Collected data
##############################

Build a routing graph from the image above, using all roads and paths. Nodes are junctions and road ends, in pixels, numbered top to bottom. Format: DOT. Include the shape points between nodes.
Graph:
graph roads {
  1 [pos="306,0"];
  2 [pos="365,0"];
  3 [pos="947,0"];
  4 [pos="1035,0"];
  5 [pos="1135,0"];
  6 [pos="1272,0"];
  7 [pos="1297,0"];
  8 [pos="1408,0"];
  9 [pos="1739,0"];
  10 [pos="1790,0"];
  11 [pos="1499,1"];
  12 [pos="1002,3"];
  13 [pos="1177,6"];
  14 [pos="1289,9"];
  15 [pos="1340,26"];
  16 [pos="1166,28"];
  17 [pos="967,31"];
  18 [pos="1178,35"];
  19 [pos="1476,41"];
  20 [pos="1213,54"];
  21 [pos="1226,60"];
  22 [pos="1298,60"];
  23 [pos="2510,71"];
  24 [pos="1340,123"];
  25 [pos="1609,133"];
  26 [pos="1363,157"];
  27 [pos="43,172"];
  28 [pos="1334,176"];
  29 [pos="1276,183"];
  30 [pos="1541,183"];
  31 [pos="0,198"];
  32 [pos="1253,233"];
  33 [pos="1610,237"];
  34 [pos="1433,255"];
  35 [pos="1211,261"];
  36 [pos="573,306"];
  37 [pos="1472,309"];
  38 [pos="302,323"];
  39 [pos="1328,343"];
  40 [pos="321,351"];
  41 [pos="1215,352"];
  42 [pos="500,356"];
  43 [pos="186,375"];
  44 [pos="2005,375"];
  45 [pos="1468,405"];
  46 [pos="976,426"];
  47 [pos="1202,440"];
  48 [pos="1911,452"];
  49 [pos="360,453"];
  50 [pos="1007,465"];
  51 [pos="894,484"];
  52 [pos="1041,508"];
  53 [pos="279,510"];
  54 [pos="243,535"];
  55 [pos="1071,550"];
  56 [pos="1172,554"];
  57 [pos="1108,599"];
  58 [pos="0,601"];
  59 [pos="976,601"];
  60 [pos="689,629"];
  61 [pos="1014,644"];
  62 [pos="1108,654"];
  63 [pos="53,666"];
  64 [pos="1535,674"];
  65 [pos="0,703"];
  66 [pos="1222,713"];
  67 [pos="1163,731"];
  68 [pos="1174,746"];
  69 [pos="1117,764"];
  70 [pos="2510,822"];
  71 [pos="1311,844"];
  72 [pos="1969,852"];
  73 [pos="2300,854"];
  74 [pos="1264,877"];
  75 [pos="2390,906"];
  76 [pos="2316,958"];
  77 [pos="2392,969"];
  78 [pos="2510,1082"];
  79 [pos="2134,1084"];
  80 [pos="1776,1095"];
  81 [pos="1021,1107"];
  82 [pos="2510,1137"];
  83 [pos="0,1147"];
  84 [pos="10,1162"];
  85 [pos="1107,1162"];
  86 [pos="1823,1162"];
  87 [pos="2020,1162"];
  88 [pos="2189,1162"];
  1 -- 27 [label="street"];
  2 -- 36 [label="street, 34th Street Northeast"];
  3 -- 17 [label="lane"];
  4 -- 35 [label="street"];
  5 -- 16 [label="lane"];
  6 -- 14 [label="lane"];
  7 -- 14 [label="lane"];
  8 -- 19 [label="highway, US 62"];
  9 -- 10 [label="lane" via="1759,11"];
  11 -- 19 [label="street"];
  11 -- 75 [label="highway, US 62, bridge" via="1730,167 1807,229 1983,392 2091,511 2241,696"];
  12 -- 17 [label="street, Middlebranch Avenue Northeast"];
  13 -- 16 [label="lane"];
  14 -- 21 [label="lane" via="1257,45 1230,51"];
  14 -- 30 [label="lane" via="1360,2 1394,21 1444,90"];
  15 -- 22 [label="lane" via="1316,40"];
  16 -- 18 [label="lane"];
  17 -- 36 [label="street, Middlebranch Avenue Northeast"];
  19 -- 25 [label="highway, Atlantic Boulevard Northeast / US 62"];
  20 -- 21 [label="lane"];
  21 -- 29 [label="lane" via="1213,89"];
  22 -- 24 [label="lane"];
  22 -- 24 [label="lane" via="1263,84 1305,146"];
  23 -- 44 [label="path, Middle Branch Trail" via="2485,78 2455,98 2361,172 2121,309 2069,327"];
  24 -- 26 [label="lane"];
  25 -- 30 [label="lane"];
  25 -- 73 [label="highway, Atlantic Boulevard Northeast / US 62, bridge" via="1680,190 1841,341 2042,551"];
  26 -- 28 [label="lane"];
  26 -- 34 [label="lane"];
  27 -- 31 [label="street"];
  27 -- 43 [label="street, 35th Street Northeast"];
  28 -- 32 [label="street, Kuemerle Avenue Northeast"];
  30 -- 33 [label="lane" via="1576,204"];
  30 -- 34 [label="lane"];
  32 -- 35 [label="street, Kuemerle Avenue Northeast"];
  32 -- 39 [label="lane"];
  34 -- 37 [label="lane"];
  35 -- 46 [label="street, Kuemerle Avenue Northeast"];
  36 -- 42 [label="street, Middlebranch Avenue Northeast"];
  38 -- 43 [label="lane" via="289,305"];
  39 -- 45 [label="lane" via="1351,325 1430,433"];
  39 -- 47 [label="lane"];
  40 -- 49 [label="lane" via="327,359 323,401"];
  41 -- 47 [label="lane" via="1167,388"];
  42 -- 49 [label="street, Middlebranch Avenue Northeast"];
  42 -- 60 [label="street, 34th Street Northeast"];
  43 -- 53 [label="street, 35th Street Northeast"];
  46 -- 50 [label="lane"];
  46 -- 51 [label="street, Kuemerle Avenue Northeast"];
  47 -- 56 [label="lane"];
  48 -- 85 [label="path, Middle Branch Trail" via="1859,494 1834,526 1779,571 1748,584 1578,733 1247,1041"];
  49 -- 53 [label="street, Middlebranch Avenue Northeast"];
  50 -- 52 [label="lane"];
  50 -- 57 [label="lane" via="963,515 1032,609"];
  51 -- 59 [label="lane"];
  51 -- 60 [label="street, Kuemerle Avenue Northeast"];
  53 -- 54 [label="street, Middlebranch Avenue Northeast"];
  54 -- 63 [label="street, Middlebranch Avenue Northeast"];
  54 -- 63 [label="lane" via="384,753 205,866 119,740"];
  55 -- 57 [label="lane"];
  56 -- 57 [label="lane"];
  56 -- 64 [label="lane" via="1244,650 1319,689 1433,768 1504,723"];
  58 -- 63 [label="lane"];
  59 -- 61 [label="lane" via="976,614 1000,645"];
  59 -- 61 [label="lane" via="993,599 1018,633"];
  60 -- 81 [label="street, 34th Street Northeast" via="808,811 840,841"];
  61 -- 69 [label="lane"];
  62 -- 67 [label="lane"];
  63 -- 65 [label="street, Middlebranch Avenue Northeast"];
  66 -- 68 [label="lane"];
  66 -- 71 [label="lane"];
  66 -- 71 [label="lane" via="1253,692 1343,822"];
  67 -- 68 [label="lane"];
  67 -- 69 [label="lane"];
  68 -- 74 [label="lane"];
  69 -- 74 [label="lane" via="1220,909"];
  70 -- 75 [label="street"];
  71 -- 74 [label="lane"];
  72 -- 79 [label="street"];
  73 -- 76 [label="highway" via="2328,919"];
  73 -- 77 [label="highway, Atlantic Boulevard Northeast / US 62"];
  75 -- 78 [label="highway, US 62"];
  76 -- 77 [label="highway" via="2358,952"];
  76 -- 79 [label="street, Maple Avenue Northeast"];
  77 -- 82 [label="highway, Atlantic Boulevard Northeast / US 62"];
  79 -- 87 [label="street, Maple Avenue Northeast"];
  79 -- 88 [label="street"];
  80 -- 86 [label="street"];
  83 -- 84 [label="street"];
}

##############################

Your instructions: Pick out all lines from the data above in which the word "Atlantic" appears.

Answer box:
  19 -- 25 [label="highway, Atlantic Boulevard Northeast / US 62"];
  25 -- 73 [label="highway, Atlantic Boulevard Northeast / US 62, bridge" via="1680,190 1841,341 2042,551"];
  73 -- 77 [label="highway, Atlantic Boulevard Northeast / US 62"];
  77 -- 82 [label="highway, Atlantic Boulevard Northeast / US 62"];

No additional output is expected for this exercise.